A Euclidean neighborhood homeomorphic to an open ball in Rⁿ is called a Euclidean ball. Euclidean balls form a basis for the topology of a locally Euclidean space.

For any Euclidean neighborhood U a homeomorphism φ : U → φ(U) ⊂ Rⁿ is called a coordinate chart on U (although the word chart is frequently used to refer to the domain or range of such a map). A space M is locally Euclidean if and only if it can be covered by Euclidean neighborhoods. A set of Euclidean neighborhoods that cover M, together with their coordinate charts, is called an atlas on M. (The terminology comes from an analogy with cartography whereby a spherical globe can be described by an atlas of flat maps or charts).

Given two charts φ and ψ with overlapping domains U and V there is a transition function

ψφ⁻¹ : φ(U ∩ V) → ψ(U ∩ V).

Such a map is a homeomorphism between open subsets of Rⁿ. That is, coordinate charts agree on overlaps up to homeomorphism. Different types of manifolds can be defined by placing restrictions on types of transition maps allowed. For example, for differentiable manifolds the transition maps are required to be diffeomorphisms.

Classification of manifolds

A 0-manifold is just a discrete space. Such spaces are classified by their cardinality. Every discrete space is paracompact. A discrete space is second-countable if and only if it is countable.

Every paracompact, connected 1-manifold is homeomorphic either to R or the circle. The unconnected ones are just disjoint unions of these.

Every compact, connected, 2-manifold (or surface) is homeomorphic to the sphere, a connected sum of tori, or a connected sum of projective planes. See the classification theorem for surfaces for more details.

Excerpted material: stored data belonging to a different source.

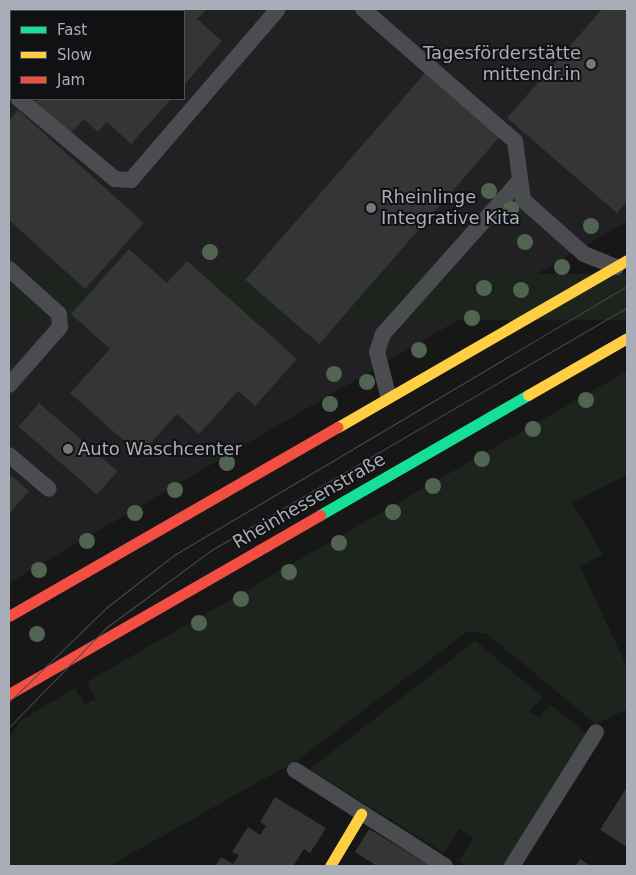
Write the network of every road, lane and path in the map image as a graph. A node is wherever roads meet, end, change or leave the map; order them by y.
1 (278, 9) edge
2 (363, 9) edge
3 (19, 100) edge
4 (520, 180) junction
5 (622, 264) edge
6 (9, 269) edge
7 (627, 338) edge
8 (9, 385) edge
9 (388, 395) junction
10 (9, 455) edge
11 (48, 489) dead end
12 (9, 616) edge
13 (9, 694) edge
14 (596, 732) dead end
15 (295, 770) dead end
16 (361, 814) junction
17 (330, 866) edge
18 (446, 866) edge
19 (512, 866) edge

1 - 3 lane
2 - 4 lane
4 - 5 lane
4 - 9 lane
5 - 9 main road
6 - 8 lane
7 - 13 main road, Rheinhessenstraße
9 - 12 main road
10 - 11 lane
14 - 19 lane
15 - 16 lane
16 - 17 main road
16 - 18 lane

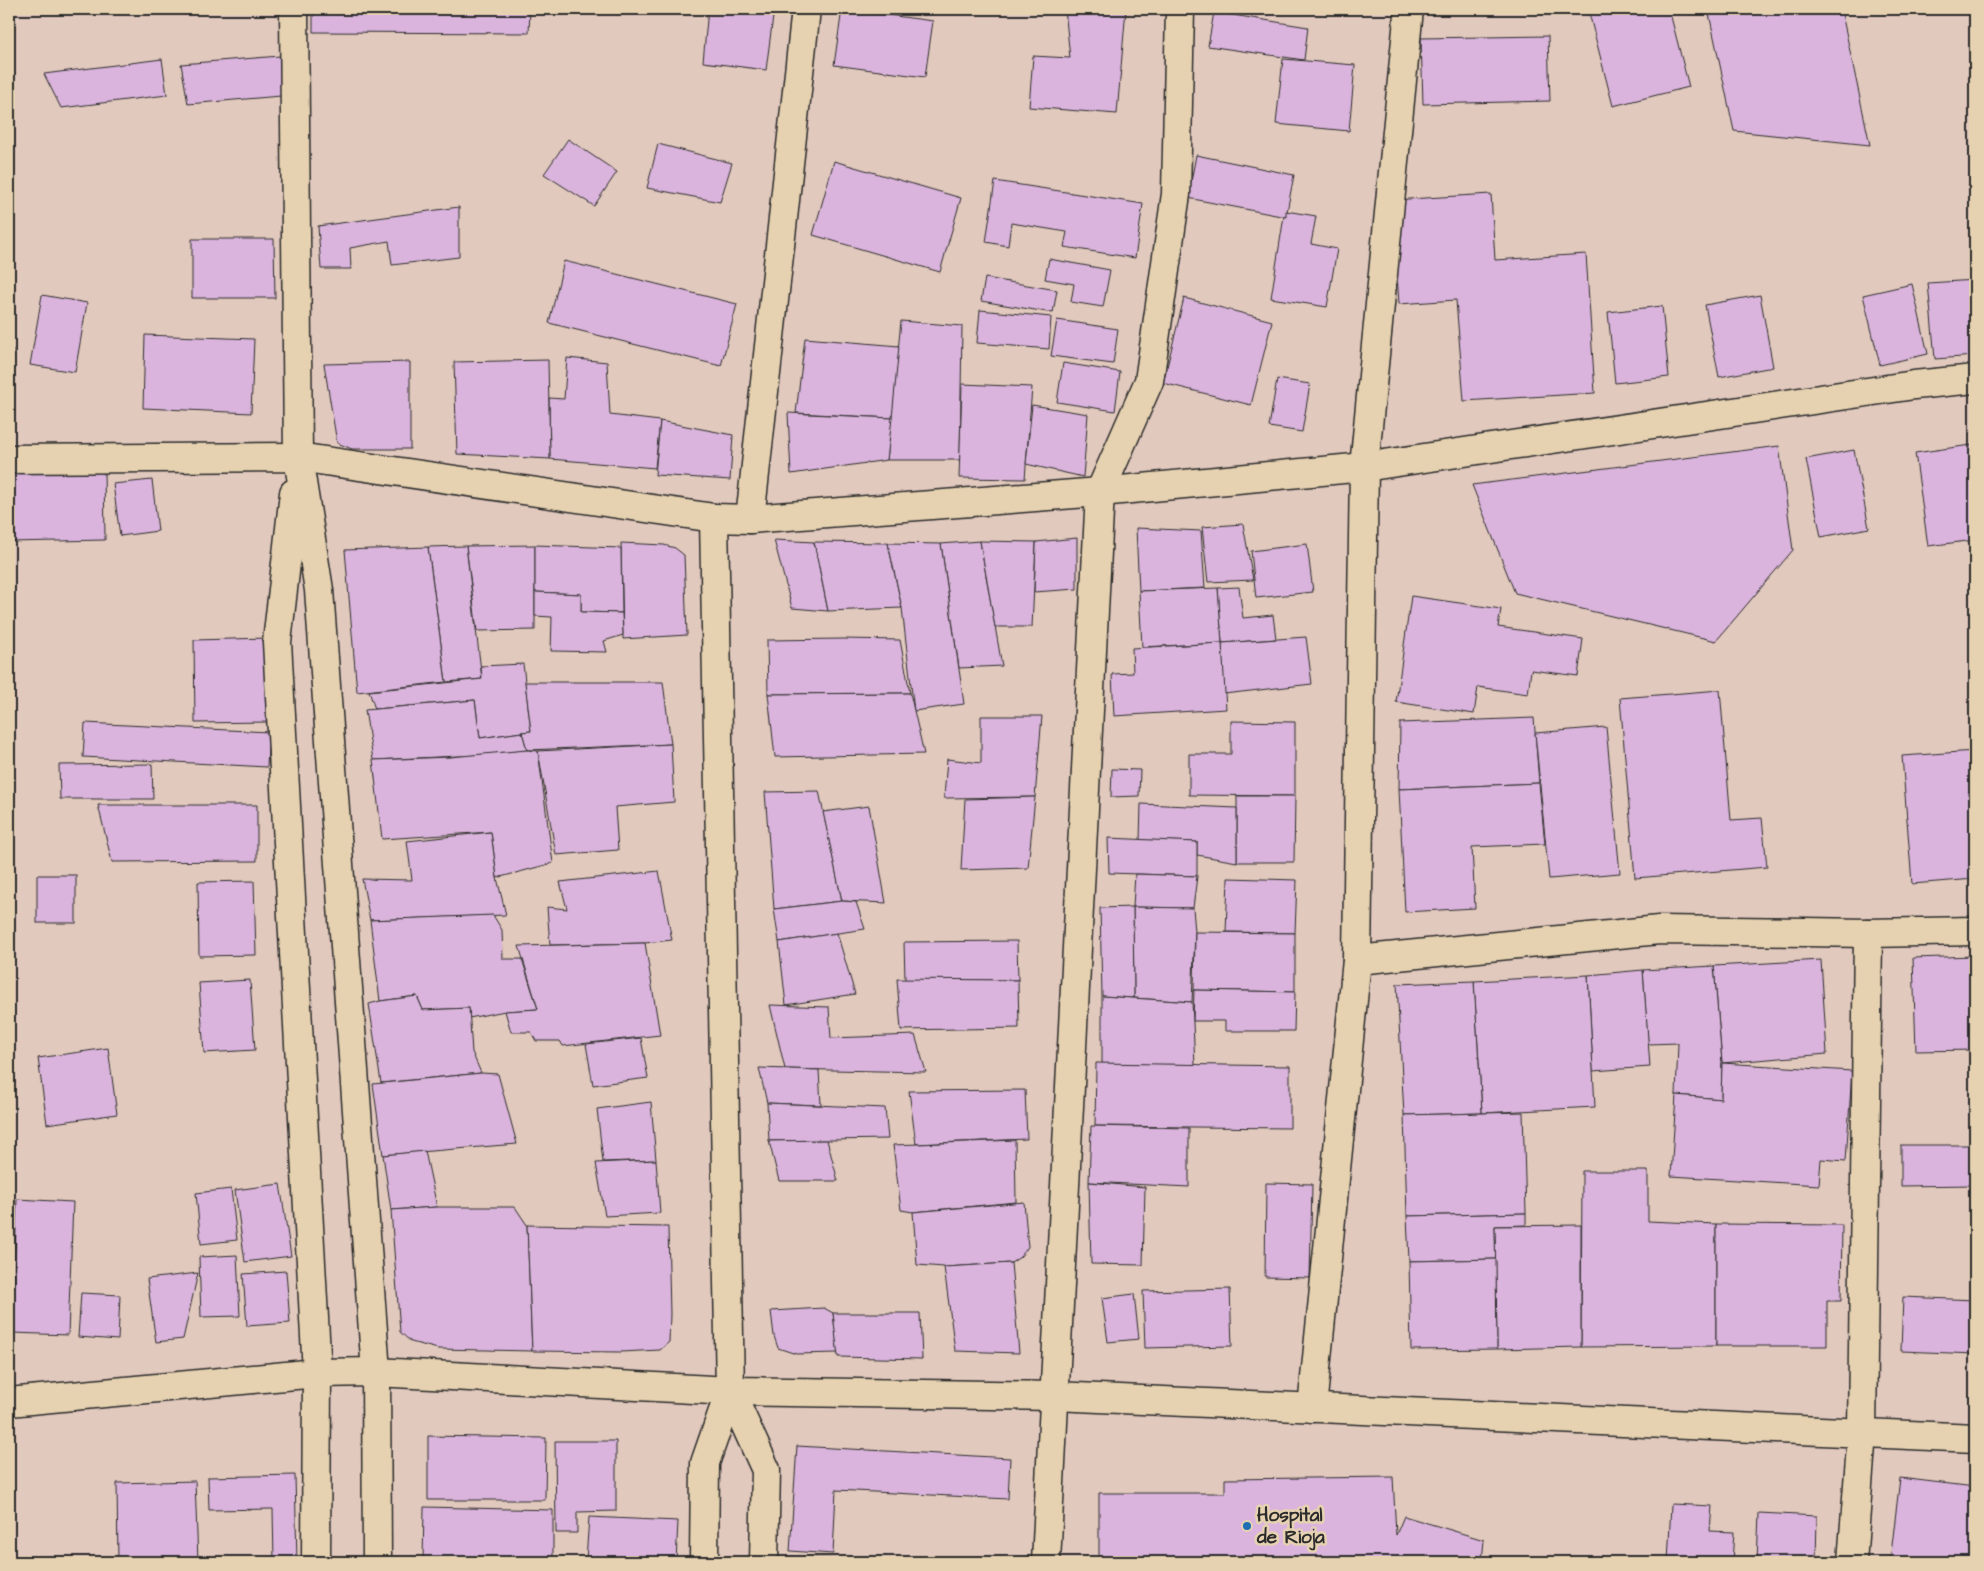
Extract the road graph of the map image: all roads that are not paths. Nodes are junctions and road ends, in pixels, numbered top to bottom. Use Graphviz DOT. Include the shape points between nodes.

The 3-dimensional case may be solved. Thurston's geometrization conjecture, if true, together with current knowledge, would imply a classification of 3-manifolds. Grigori Perelman sketched a proof of this conjecture in 2003 which (as of 2006) appears to be essentially correct.

The full classification of n-manifolds for n greater than three is known to be impossible; it is at least as hard as the word problem in group theory, which is known to be algorithmically undecidable. In fact, there is no algorithm for deciding whether a given manifold is simply connected. There is, however, a classification of simply connected manifolds of dimension ≥ 5.

Manifolds with boundary

A slightly more general concept is sometimes useful. A topological manifold with boundary is a Hausdorff space in which every point has a neighborhood homeomorphic to an open subset of Euclidean half-space (for a fixed n):

\mathbb R^n_{+} = \{(x_1,\ldots,x_n) \in \mathbb R^n : x_n \ge 0\}.

The terminology is somewhat confusing: every topological manifold is a topological manifold with boundary, but not vice-versa.

Let M be a manifold with boundary. The interior of M, denoted Int M, is the set of points in M which have neighborhoods homeomorphic to an open subset of Rⁿ. The boundary of M, denoted ∂M, is the complement of Int M in M. The boundary points can be characterized as those points which land on the boundary hyperplane (x_n = 0) of Rⁿ₊ under some coordinate chart.

If M is a manifold with boundary of dimension n, then Int M is a manifold (without boundary) of dimension n and ∂M is a manifold (without boundary) of dimension n − 1.